• [INFORMATION PROVIDED]:
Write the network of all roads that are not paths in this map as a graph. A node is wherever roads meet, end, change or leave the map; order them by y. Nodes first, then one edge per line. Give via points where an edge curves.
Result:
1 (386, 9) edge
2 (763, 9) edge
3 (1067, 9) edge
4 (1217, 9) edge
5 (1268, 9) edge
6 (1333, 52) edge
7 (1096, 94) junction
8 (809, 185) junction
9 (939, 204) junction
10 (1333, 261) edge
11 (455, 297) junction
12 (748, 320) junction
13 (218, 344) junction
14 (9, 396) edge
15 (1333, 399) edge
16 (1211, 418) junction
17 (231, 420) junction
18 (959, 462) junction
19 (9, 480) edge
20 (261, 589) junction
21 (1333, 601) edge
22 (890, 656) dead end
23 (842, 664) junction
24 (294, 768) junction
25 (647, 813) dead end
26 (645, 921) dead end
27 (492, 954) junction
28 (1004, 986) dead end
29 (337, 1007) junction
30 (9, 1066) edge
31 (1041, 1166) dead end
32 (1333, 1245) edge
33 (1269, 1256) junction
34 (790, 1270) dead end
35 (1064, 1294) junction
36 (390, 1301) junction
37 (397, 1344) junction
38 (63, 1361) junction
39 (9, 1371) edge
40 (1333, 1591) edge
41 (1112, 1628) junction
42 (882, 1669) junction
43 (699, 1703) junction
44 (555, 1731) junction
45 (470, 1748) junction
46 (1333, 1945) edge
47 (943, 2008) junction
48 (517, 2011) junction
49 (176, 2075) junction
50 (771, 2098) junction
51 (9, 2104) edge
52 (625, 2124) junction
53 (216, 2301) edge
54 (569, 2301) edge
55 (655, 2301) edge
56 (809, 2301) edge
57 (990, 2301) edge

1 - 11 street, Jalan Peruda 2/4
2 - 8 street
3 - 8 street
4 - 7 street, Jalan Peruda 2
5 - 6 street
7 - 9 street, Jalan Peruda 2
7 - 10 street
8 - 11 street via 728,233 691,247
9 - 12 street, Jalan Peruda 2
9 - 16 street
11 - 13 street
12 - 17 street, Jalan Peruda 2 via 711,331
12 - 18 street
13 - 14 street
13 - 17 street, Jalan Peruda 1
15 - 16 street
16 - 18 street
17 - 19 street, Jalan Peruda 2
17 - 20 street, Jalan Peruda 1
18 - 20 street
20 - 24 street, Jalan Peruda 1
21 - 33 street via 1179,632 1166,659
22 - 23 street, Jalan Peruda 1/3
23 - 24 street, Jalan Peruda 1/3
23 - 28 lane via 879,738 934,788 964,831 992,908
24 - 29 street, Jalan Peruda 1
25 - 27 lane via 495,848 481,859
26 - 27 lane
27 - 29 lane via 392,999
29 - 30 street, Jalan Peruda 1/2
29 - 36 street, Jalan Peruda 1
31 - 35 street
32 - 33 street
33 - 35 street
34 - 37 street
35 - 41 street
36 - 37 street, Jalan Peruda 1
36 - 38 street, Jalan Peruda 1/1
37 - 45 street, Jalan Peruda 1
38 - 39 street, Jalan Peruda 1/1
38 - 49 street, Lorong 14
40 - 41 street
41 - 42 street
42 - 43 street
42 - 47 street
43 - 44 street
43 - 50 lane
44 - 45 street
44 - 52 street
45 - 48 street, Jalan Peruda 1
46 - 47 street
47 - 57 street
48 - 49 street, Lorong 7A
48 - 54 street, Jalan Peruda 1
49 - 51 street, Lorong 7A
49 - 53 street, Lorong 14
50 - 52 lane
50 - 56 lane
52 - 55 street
...
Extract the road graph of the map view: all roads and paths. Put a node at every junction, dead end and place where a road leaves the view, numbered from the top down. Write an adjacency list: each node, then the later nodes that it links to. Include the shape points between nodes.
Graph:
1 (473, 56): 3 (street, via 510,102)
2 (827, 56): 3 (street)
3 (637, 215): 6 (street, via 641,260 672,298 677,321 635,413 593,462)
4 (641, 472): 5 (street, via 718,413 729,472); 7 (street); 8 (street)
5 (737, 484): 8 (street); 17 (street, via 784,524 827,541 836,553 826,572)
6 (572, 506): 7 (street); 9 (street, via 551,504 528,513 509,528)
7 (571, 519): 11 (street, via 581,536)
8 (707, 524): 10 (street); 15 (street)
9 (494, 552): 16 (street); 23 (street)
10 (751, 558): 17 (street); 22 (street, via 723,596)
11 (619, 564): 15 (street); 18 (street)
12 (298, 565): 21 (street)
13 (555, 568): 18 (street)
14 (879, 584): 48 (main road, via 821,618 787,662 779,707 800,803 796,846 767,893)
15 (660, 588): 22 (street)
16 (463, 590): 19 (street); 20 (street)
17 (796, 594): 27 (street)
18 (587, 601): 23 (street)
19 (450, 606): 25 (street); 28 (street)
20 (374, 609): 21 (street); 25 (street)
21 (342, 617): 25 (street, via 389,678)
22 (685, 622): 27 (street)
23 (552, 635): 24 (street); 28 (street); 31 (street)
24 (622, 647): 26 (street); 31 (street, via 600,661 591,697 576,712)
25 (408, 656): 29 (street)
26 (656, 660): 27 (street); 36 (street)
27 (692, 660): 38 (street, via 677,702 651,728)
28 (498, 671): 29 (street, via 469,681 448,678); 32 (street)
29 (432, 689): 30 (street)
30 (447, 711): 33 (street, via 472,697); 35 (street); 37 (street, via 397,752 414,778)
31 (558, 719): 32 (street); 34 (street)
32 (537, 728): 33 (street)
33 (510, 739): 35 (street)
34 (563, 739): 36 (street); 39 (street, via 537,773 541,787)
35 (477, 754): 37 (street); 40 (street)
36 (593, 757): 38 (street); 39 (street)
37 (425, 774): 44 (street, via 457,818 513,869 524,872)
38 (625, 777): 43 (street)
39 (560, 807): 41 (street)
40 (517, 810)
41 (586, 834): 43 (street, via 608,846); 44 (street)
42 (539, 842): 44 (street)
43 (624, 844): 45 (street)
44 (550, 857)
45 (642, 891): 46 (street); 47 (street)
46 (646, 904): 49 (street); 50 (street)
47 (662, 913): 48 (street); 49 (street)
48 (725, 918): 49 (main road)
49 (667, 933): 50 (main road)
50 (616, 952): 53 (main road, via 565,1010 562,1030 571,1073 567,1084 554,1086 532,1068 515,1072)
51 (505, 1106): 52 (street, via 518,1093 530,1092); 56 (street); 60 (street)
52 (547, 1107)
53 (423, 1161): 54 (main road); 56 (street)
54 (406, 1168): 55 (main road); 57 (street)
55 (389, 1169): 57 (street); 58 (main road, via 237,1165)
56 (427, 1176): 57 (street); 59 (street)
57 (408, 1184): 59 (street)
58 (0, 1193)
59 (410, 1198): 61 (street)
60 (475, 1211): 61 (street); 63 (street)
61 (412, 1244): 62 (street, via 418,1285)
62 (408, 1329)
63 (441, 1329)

• [WORK INSTRUCTION]: A single number is required: how many lines in the material above include the string "where".

• [SOLVED EXERCISE]: 2